Task objective:
Where an entry below contains an image, skip the image and copy the rest exactly.

Material provided:
>>>
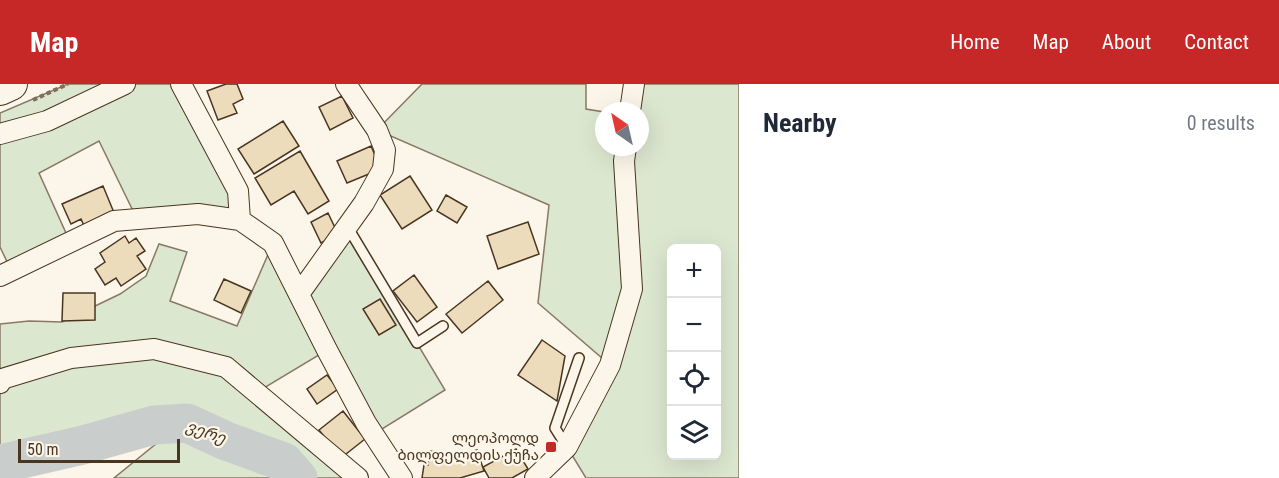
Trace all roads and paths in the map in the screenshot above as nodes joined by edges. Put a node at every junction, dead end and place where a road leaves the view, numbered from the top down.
1 (11, 84) edge
2 (125, 84) edge
3 (181, 84) edge
4 (346, 84) edge
5 (634, 84) edge
6 (0, 89) edge
7 (631, 102) edge
8 (0, 134) edge
9 (625, 156) edge
10 (240, 220) junction
11 (347, 226) junction
12 (0, 276) edge
13 (299, 294) junction
14 (443, 326) dead end
15 (579, 358) dead end
16 (0, 382) edge
17 (567, 447) junction
18 (358, 478) edge
19 (402, 478) edge
20 (535, 478) edge

1 - 6 main road
2 - 8 street
3 - 10 street
4 - 11 street
5 - 7 street
9 - 17 street
10 - 12 street
10 - 13 street
11 - 13 street
11 - 14 lane
13 - 19 street
15 - 17 lane
16 - 18 street
17 - 20 street

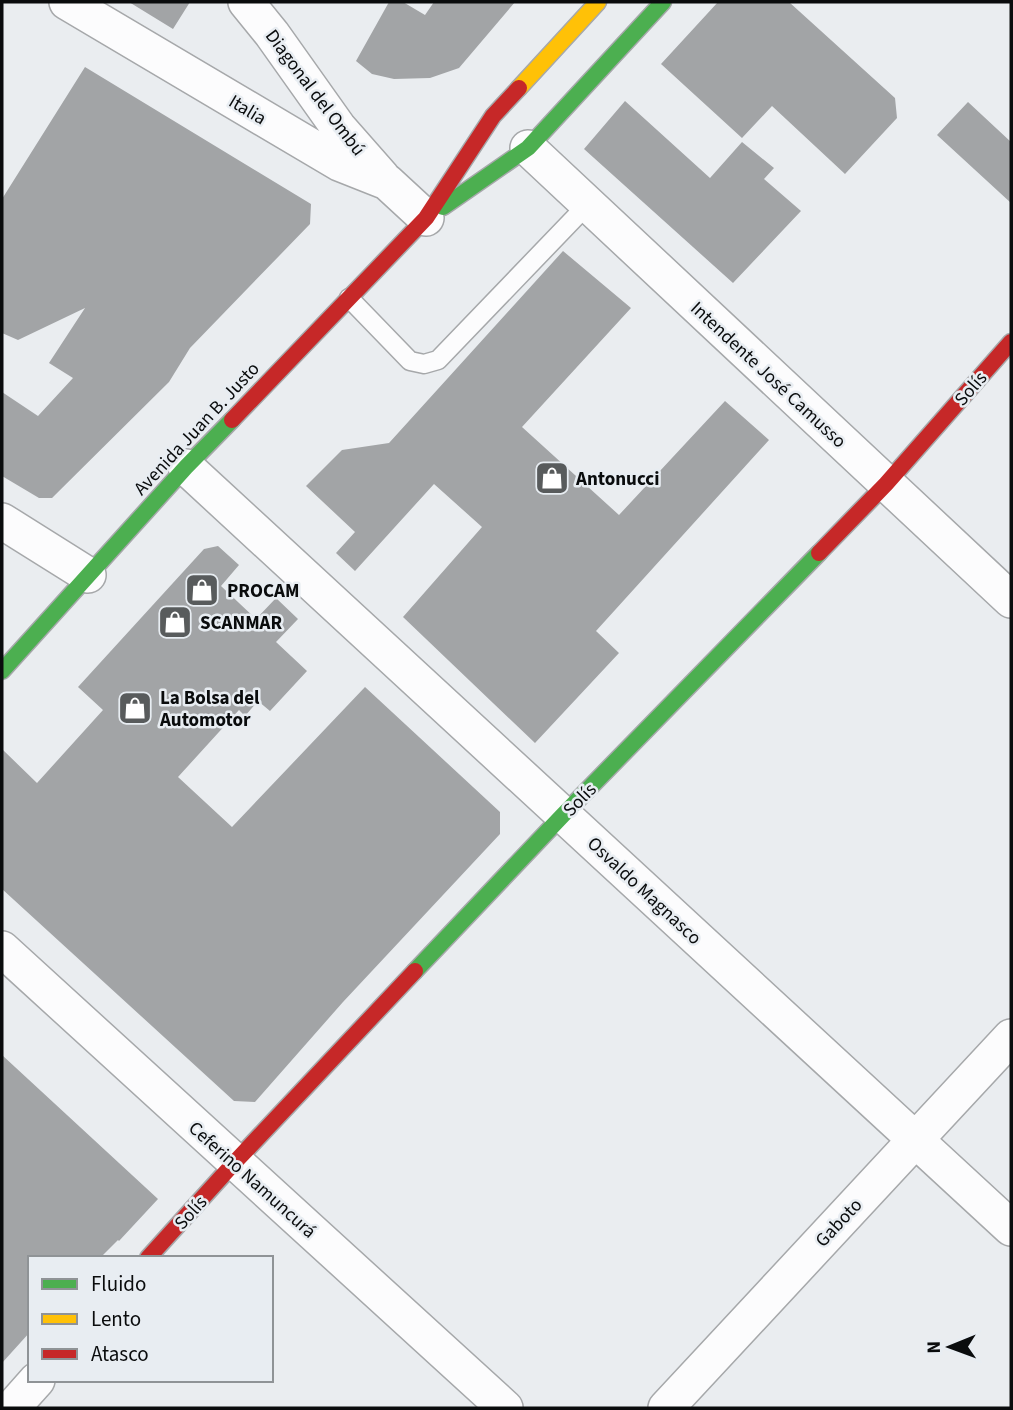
<<<
Written answer:
Trace all roads and paths in the map in the screenshot above as nodes joined by edges. Put a node at every junction, dead end and place where a road leaves the view, numbered from the top down.
1 (11, 84) edge
2 (125, 84) edge
3 (181, 84) edge
4 (346, 84) edge
5 (634, 84) edge
6 (0, 89) edge
7 (631, 102) edge
8 (0, 134) edge
9 (625, 156) edge
10 (240, 220) junction
11 (347, 226) junction
12 (0, 276) edge
13 (299, 294) junction
14 (443, 326) dead end
15 (579, 358) dead end
16 (0, 382) edge
17 (567, 447) junction
18 (358, 478) edge
19 (402, 478) edge
20 (535, 478) edge

1 - 6 main road
2 - 8 street
3 - 10 street
4 - 11 street
5 - 7 street
9 - 17 street
10 - 12 street
10 - 13 street
11 - 13 street
11 - 14 lane
13 - 19 street
15 - 17 lane
16 - 18 street
17 - 20 street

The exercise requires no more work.